**WORK TO BE COMPLETED:**
Read the records below and report each line in which "dead" occurs.

*** Opening INPUT ***

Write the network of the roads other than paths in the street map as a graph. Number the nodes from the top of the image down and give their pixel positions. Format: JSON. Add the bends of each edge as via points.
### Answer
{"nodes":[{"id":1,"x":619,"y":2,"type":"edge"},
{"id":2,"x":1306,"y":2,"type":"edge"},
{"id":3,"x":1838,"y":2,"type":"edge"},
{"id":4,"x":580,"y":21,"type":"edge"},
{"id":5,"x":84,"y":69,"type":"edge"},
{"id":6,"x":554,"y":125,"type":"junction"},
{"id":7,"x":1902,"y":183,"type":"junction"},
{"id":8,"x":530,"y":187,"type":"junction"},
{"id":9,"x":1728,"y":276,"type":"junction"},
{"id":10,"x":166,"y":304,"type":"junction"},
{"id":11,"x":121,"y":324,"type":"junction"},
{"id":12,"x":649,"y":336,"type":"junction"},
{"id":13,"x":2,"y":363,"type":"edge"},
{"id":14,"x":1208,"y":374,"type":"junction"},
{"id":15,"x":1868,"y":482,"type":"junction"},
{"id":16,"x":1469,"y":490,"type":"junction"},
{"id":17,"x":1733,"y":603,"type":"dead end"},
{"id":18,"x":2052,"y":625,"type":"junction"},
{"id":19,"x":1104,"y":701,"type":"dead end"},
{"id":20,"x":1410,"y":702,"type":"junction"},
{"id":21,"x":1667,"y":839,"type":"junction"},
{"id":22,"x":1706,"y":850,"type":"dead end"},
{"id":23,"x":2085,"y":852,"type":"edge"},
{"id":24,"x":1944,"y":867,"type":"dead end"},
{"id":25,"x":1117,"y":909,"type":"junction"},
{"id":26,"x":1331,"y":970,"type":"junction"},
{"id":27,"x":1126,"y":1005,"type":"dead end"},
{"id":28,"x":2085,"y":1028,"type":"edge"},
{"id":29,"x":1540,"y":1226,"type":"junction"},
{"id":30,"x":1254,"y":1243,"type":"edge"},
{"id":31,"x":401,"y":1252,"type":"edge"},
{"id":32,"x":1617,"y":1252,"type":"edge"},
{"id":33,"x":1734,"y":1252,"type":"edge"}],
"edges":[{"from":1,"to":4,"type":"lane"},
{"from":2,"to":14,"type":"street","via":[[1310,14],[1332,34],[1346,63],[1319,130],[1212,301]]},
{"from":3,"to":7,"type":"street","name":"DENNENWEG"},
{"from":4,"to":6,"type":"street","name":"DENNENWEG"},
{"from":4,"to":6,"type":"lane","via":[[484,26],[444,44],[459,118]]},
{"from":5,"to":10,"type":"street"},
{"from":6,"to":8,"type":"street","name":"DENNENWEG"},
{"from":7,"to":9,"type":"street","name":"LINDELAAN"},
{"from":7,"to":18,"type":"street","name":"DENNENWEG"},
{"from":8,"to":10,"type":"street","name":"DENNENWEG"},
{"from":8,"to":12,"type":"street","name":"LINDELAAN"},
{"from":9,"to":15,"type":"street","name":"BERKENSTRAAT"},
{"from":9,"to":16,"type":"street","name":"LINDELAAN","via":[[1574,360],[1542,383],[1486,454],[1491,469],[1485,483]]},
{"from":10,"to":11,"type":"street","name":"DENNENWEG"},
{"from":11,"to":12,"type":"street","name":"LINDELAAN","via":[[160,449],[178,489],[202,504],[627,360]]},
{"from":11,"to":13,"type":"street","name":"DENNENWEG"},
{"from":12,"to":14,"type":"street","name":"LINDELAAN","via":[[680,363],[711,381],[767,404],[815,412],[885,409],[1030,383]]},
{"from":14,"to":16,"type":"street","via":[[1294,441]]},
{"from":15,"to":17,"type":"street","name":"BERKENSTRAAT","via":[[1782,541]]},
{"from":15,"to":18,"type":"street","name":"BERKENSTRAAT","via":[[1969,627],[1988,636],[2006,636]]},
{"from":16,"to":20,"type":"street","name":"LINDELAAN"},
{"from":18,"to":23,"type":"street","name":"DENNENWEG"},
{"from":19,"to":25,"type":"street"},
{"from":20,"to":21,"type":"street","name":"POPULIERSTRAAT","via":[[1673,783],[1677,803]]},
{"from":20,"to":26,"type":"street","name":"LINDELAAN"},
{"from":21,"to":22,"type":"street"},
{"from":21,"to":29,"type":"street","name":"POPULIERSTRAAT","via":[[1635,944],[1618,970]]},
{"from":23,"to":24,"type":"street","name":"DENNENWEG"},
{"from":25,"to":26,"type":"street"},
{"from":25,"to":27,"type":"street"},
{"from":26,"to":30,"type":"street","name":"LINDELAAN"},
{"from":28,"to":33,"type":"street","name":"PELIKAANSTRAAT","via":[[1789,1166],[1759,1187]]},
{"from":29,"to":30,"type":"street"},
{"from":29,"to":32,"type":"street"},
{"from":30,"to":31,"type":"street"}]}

*** Closing INPUT ***
*** Opening INPUT ***

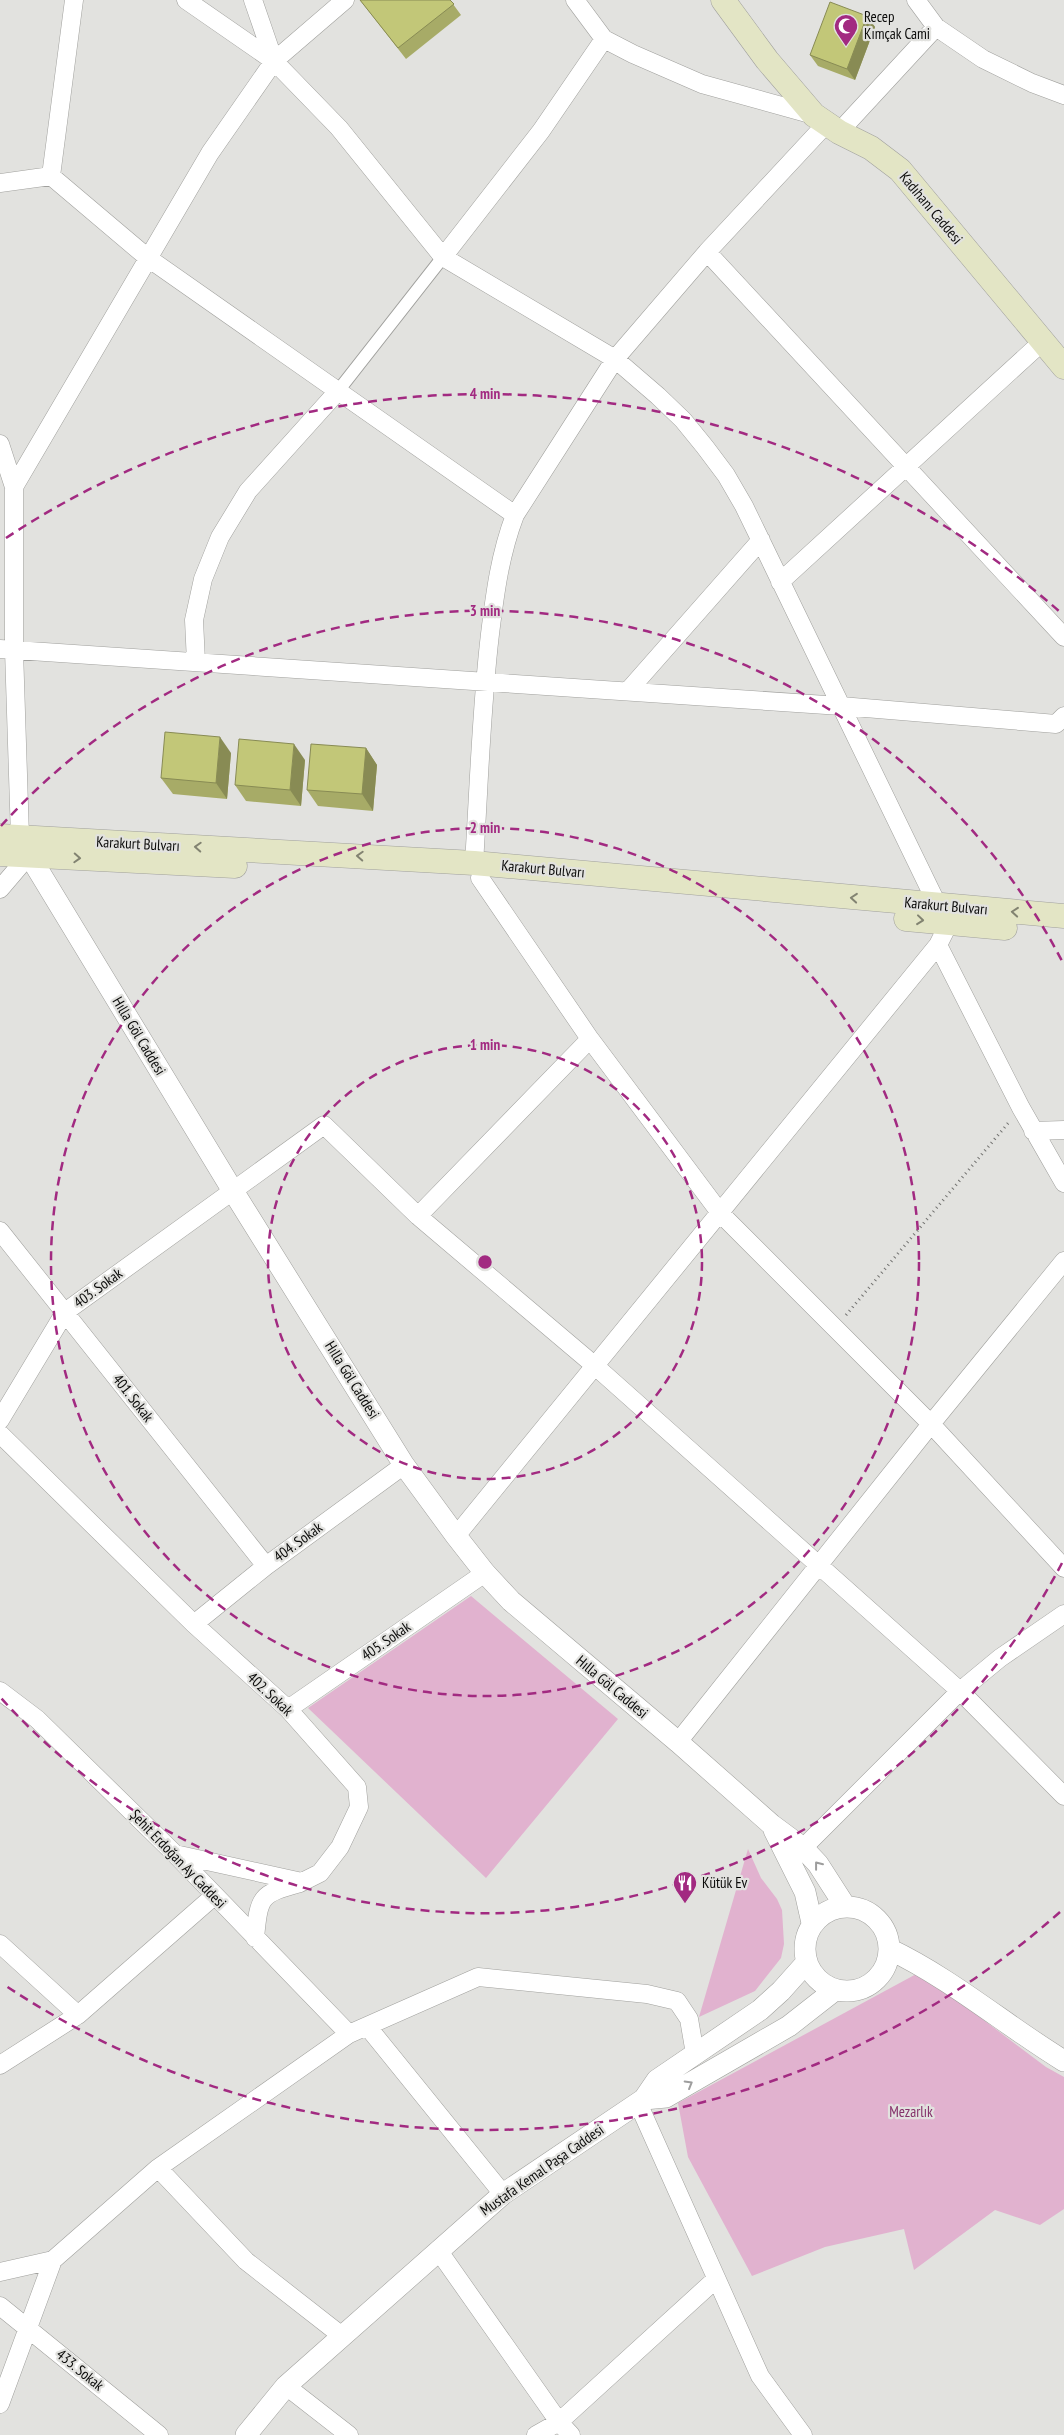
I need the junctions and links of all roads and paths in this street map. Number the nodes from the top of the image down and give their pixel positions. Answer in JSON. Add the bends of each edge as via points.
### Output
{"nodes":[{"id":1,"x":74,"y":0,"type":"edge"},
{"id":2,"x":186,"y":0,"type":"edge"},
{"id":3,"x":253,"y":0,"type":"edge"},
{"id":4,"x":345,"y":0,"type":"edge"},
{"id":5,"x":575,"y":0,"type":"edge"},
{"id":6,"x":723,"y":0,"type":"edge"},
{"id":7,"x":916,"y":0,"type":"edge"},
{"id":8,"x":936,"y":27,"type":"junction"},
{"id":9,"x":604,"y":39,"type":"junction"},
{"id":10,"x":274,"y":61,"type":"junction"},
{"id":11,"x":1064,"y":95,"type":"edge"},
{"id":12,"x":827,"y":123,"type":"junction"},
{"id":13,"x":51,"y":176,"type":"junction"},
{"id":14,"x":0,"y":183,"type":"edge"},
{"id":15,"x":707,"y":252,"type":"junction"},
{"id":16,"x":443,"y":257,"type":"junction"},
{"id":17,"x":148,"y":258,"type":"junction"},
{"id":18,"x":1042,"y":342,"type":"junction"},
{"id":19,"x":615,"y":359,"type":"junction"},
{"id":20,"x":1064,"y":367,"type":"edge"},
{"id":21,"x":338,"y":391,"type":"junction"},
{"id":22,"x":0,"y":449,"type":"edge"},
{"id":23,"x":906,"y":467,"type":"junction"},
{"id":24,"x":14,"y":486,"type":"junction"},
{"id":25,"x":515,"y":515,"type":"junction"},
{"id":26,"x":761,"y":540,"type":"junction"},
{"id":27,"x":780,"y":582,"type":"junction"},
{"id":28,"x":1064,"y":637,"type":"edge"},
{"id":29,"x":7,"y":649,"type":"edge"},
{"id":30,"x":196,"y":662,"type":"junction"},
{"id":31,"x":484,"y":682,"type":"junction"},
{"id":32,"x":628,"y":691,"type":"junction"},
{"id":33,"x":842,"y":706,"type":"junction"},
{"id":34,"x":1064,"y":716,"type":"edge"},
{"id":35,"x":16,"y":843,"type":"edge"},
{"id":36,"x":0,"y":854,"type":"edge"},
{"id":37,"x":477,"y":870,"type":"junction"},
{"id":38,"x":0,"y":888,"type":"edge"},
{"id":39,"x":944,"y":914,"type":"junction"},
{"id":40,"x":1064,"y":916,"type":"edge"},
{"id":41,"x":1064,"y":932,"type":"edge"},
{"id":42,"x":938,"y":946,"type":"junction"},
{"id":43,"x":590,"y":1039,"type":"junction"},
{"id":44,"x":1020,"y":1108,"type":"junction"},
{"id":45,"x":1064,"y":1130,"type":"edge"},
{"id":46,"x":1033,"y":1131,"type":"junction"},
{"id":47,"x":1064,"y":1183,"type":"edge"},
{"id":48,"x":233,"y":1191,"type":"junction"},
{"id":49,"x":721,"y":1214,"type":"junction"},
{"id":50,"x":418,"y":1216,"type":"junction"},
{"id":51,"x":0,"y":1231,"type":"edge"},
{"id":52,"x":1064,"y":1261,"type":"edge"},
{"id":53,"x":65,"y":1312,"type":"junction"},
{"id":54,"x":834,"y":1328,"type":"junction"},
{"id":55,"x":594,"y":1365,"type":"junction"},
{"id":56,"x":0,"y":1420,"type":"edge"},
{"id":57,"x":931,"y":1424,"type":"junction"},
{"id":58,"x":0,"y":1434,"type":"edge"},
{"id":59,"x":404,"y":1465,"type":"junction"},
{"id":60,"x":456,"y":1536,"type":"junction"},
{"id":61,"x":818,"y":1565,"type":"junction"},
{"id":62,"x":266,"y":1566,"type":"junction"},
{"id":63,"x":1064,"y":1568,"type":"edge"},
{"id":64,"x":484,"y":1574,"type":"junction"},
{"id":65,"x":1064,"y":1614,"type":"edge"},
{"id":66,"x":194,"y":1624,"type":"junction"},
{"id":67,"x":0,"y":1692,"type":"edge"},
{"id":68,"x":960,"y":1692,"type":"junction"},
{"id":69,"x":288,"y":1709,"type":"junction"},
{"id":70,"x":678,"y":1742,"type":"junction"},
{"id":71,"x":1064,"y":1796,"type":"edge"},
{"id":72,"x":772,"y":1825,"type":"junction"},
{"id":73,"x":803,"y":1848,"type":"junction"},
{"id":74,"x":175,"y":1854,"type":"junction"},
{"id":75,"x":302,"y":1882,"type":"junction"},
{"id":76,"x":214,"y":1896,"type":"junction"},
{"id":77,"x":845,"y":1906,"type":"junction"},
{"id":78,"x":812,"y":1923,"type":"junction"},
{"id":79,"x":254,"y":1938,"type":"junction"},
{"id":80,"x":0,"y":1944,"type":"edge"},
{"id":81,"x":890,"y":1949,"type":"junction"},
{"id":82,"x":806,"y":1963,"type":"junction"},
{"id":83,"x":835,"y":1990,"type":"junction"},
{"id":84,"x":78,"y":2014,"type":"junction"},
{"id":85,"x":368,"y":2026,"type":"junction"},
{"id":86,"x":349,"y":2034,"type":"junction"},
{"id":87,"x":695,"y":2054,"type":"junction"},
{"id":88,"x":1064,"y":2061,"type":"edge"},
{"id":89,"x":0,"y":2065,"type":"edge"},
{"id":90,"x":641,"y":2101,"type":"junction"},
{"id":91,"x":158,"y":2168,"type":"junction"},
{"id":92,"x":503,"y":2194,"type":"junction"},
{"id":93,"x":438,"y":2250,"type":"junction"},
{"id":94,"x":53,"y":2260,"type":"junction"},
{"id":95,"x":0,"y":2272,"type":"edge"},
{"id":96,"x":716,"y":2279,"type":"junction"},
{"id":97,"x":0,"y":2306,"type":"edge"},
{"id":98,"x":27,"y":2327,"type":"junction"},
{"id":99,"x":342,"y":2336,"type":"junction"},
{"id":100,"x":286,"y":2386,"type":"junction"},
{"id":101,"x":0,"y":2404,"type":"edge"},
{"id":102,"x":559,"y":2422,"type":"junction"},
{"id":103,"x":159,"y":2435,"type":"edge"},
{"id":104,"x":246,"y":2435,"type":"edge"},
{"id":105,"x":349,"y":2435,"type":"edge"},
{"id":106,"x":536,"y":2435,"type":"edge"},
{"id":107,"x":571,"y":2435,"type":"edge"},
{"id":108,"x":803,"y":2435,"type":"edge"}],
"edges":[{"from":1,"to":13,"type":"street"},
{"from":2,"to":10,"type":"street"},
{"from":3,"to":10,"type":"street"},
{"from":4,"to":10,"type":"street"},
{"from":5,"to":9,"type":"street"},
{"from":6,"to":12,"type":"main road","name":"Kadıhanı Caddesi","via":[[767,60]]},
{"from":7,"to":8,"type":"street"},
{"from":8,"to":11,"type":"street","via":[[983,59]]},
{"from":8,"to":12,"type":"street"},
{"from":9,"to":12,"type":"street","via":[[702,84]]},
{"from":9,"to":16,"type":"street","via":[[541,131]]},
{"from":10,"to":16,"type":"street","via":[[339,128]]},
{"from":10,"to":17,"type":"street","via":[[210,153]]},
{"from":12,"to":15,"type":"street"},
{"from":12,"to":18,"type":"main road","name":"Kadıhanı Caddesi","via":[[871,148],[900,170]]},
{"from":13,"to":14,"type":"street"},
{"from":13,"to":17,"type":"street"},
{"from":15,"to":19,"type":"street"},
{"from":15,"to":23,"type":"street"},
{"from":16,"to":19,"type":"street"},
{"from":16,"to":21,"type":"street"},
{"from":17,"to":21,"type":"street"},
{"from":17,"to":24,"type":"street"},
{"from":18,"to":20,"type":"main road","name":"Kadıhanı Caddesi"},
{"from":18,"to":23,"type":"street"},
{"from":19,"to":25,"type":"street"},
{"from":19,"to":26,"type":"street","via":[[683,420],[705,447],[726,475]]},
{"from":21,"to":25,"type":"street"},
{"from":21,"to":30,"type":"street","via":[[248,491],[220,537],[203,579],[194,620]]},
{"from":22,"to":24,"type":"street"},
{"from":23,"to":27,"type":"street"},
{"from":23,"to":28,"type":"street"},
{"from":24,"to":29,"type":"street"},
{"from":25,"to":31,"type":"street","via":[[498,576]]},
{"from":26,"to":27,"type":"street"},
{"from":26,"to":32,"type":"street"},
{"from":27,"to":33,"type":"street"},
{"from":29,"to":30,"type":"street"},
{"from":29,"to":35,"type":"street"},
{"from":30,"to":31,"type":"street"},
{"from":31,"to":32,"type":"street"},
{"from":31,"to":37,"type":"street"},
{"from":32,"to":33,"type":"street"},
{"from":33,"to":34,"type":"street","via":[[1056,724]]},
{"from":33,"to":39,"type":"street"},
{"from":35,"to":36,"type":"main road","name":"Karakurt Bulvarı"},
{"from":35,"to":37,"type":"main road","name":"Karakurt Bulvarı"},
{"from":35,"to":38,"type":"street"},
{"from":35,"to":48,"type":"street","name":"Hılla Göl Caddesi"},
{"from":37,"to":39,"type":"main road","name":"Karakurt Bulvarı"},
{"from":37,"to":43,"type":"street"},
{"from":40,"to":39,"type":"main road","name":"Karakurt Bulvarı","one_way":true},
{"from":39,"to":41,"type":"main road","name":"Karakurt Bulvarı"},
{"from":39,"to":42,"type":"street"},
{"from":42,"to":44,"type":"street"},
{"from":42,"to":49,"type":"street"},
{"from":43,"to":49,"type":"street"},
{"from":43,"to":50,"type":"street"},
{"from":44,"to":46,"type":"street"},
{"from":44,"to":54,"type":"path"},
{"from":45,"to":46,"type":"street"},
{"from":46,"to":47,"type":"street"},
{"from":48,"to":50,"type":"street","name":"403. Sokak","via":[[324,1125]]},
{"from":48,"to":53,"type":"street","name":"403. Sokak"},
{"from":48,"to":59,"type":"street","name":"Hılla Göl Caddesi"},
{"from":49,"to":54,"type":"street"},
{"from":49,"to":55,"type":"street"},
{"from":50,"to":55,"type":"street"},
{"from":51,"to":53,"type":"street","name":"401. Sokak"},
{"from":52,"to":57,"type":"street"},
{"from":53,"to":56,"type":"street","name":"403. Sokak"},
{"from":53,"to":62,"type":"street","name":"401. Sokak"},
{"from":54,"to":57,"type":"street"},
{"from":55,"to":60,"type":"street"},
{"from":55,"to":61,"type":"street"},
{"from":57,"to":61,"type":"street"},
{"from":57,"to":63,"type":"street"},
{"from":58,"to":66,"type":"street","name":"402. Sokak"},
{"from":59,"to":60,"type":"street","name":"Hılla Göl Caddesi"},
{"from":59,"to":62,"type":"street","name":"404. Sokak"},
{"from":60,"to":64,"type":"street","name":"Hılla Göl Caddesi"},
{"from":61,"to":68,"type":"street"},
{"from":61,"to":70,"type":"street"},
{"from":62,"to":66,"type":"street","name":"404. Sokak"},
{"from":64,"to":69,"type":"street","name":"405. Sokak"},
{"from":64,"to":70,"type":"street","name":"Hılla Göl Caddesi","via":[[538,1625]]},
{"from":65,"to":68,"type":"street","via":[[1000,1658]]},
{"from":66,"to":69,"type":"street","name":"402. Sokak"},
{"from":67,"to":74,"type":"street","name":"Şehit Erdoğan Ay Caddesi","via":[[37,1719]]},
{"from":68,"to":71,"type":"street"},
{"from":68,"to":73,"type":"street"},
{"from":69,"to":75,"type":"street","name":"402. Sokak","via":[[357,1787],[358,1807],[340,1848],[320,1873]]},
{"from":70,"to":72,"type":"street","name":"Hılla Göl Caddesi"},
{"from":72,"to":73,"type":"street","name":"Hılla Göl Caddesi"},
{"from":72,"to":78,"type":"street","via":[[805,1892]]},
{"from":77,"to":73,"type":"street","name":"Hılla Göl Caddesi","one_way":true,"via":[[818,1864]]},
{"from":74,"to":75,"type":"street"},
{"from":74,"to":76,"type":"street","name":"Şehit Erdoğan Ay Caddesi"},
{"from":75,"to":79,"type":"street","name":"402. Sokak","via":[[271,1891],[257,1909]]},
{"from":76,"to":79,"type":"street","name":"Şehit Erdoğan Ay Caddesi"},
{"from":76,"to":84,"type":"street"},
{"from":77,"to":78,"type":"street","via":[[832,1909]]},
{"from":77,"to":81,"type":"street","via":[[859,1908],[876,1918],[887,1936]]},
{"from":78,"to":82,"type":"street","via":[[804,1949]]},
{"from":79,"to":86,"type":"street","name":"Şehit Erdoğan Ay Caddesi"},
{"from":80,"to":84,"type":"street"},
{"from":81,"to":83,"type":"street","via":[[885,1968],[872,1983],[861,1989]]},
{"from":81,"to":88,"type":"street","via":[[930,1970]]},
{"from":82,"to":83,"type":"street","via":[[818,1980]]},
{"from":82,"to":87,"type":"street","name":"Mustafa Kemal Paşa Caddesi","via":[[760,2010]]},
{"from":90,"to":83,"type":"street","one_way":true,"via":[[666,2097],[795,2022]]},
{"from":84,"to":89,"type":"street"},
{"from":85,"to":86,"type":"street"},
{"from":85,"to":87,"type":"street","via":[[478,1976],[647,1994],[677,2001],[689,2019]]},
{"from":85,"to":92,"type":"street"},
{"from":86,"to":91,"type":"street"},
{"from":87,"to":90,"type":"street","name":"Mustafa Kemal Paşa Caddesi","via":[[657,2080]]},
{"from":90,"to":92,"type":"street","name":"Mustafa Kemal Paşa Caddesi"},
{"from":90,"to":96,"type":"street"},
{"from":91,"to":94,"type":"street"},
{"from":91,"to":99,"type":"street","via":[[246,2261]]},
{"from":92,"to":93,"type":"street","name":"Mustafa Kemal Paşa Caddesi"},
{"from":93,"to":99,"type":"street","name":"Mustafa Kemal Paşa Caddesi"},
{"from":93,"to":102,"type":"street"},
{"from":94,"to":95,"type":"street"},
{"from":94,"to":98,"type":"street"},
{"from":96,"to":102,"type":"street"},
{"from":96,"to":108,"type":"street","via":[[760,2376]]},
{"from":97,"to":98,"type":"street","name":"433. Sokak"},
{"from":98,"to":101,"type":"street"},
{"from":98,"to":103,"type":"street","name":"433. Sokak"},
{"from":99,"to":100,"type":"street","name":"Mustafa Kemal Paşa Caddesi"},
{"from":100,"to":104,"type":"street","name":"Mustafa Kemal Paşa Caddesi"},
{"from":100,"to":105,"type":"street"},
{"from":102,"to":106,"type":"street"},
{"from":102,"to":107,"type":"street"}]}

*** Closing INPUT ***

**ANSWER FOR THIS EXERCISE:**
{"id":17,"x":1733,"y":603,"type":"dead end"},
{"id":19,"x":1104,"y":701,"type":"dead end"},
{"id":22,"x":1706,"y":850,"type":"dead end"},
{"id":24,"x":1944,"y":867,"type":"dead end"},
{"id":27,"x":1126,"y":1005,"type":"dead end"},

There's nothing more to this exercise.